# [Your task]
Transcribe the records that follow in their entirety, omitting any pictures.

Top of Records supplied

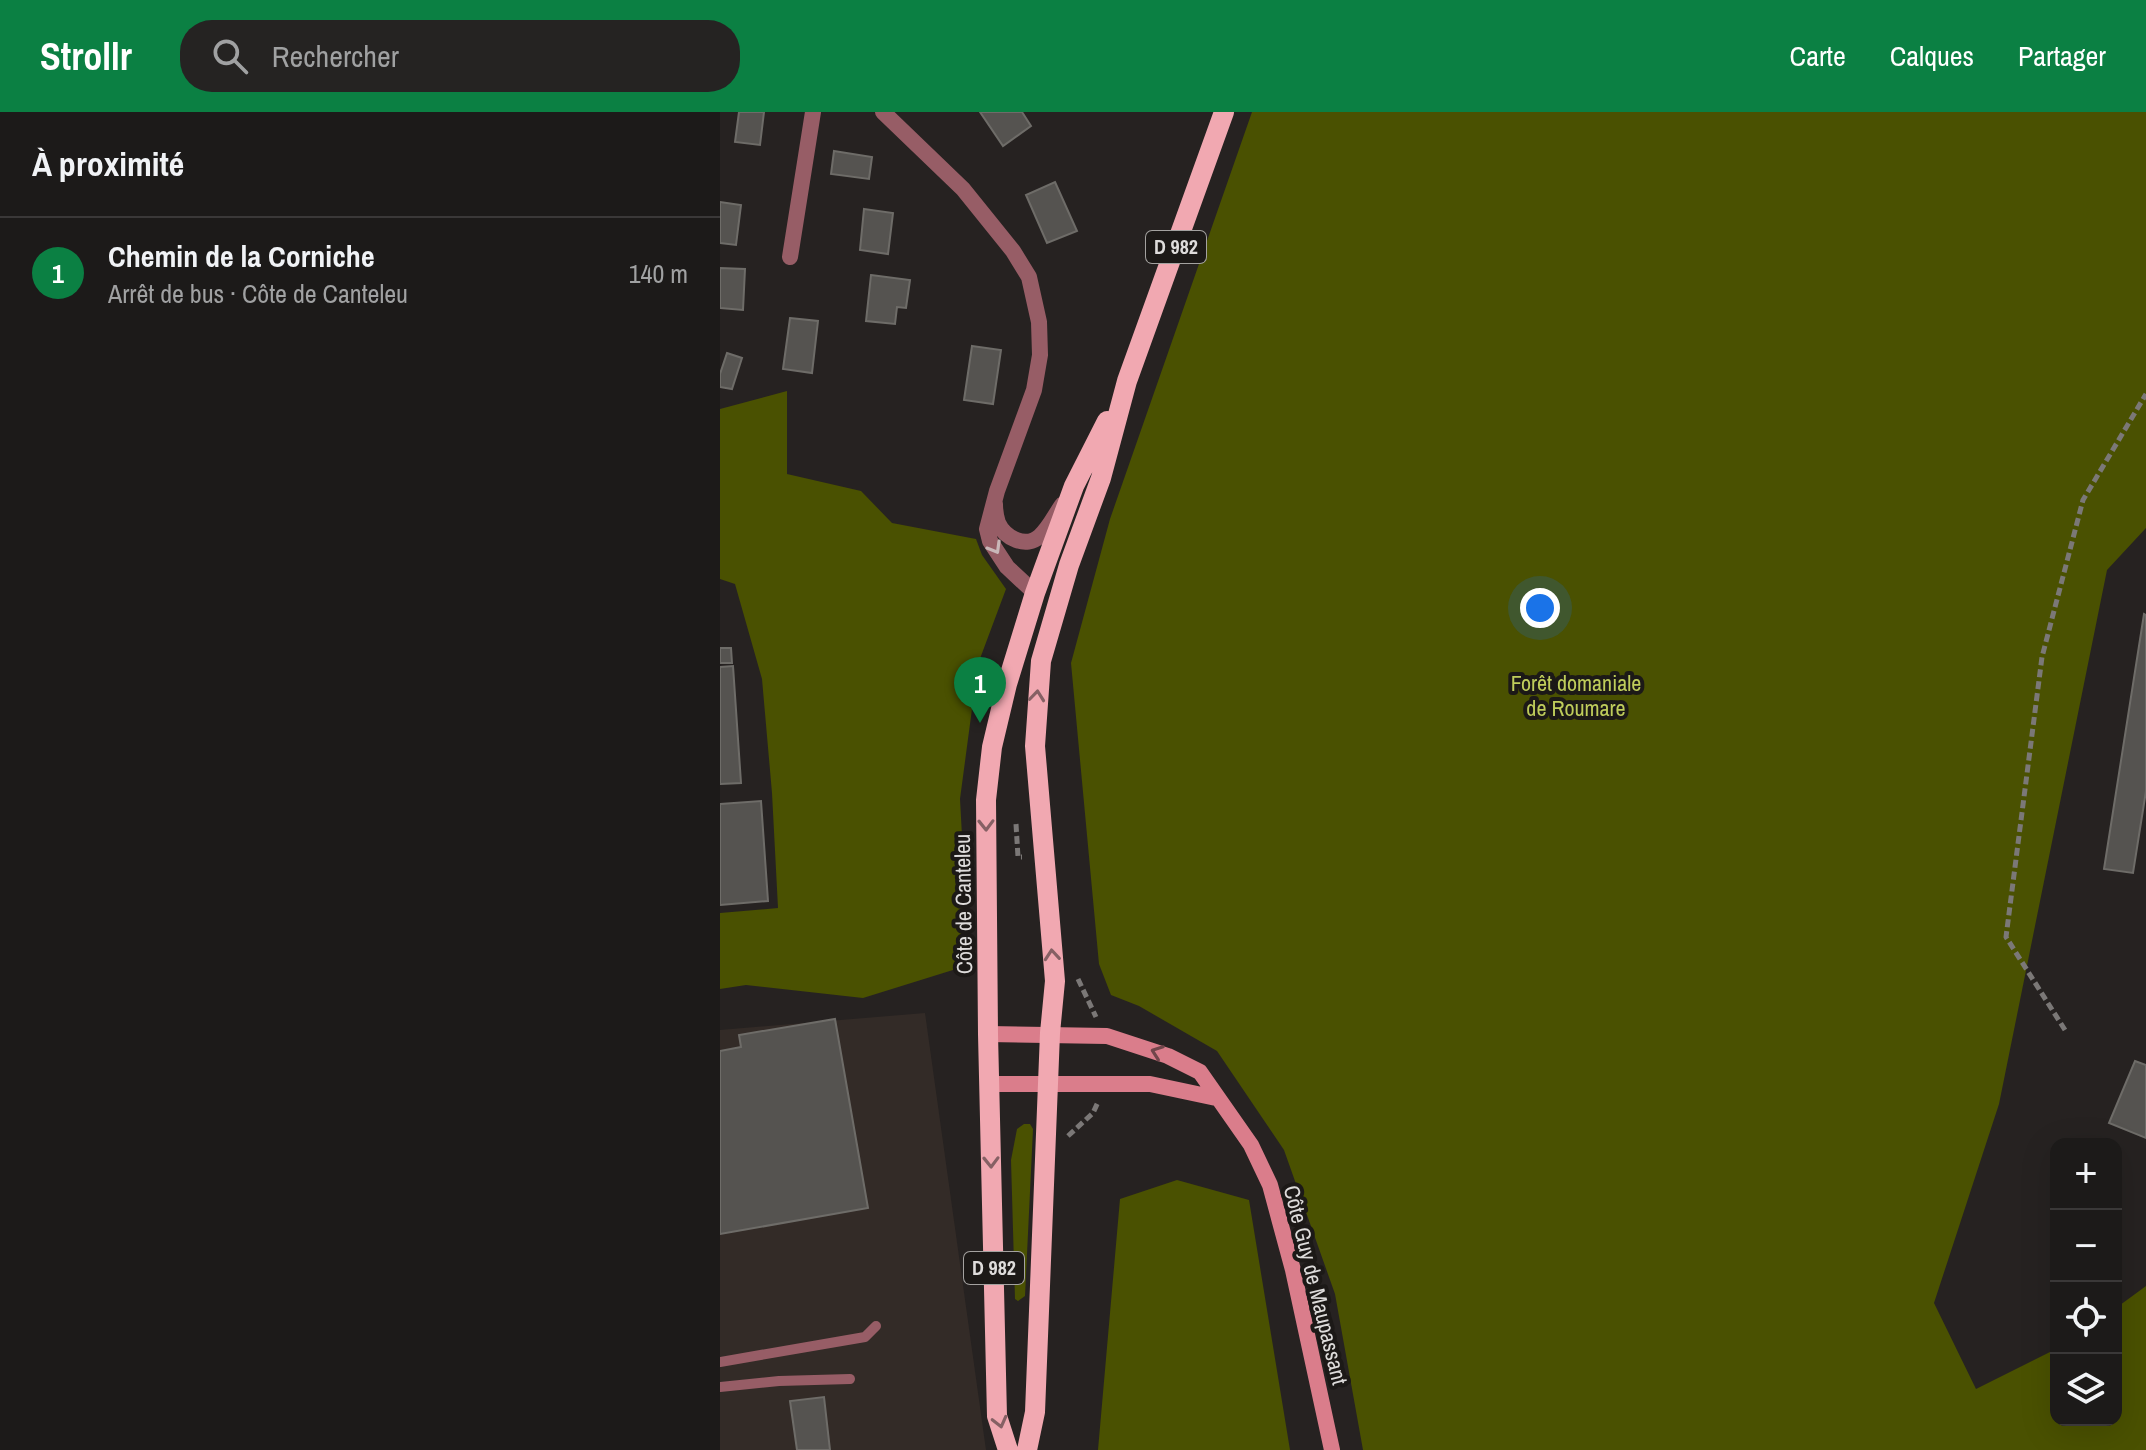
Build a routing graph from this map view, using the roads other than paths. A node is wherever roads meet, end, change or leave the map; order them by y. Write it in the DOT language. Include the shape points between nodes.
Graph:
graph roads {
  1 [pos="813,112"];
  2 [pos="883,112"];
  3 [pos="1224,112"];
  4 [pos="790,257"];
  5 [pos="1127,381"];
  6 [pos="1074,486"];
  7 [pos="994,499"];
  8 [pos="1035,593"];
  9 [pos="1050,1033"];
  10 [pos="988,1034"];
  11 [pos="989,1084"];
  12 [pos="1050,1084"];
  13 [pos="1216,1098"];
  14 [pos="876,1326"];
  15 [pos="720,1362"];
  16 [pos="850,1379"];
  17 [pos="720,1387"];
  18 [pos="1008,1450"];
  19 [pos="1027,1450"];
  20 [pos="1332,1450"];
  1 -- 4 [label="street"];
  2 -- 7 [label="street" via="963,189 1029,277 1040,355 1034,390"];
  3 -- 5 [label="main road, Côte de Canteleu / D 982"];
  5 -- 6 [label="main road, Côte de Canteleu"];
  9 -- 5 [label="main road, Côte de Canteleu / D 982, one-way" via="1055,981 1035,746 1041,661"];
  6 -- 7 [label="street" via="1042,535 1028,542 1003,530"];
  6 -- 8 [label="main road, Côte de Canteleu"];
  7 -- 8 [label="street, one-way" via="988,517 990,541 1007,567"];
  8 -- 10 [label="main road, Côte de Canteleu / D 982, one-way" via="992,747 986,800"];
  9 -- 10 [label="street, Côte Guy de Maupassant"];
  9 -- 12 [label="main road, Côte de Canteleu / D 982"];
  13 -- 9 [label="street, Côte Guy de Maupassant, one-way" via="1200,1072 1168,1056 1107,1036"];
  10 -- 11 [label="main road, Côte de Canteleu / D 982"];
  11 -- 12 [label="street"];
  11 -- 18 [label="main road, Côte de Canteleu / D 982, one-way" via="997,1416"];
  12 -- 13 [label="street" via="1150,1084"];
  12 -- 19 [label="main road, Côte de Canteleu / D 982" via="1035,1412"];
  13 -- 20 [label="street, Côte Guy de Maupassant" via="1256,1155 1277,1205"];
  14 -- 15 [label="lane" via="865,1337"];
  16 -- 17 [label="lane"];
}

Bottom of Records supplied

# [Exercise result]
Build a routing graph from this map view, using the roads other than paths. A node is wherever roads meet, end, change or leave the map; order them by y. Write it in the DOT language. Include the shape points between nodes.
Graph:
graph roads {
  1 [pos="813,112"];
  2 [pos="883,112"];
  3 [pos="1224,112"];
  4 [pos="790,257"];
  5 [pos="1127,381"];
  6 [pos="1074,486"];
  7 [pos="994,499"];
  8 [pos="1035,593"];
  9 [pos="1050,1033"];
  10 [pos="988,1034"];
  11 [pos="989,1084"];
  12 [pos="1050,1084"];
  13 [pos="1216,1098"];
  14 [pos="876,1326"];
  15 [pos="720,1362"];
  16 [pos="850,1379"];
  17 [pos="720,1387"];
  18 [pos="1008,1450"];
  19 [pos="1027,1450"];
  20 [pos="1332,1450"];
  1 -- 4 [label="street"];
  2 -- 7 [label="street" via="963,189 1029,277 1040,355 1034,390"];
  3 -- 5 [label="main road, Côte de Canteleu / D 982"];
  5 -- 6 [label="main road, Côte de Canteleu"];
  9 -- 5 [label="main road, Côte de Canteleu / D 982, one-way" via="1055,981 1035,746 1041,661"];
  6 -- 7 [label="street" via="1042,535 1028,542 1003,530"];
  6 -- 8 [label="main road, Côte de Canteleu"];
  7 -- 8 [label="street, one-way" via="988,517 990,541 1007,567"];
  8 -- 10 [label="main road, Côte de Canteleu / D 982, one-way" via="992,747 986,800"];
  9 -- 10 [label="street, Côte Guy de Maupassant"];
  9 -- 12 [label="main road, Côte de Canteleu / D 982"];
  13 -- 9 [label="street, Côte Guy de Maupassant, one-way" via="1200,1072 1168,1056 1107,1036"];
  10 -- 11 [label="main road, Côte de Canteleu / D 982"];
  11 -- 12 [label="street"];
  11 -- 18 [label="main road, Côte de Canteleu / D 982, one-way" via="997,1416"];
  12 -- 13 [label="street" via="1150,1084"];
  12 -- 19 [label="main road, Côte de Canteleu / D 982" via="1035,1412"];
  13 -- 20 [label="street, Côte Guy de Maupassant" via="1256,1155 1277,1205"];
  14 -- 15 [label="lane" via="865,1337"];
  16 -- 17 [label="lane"];
}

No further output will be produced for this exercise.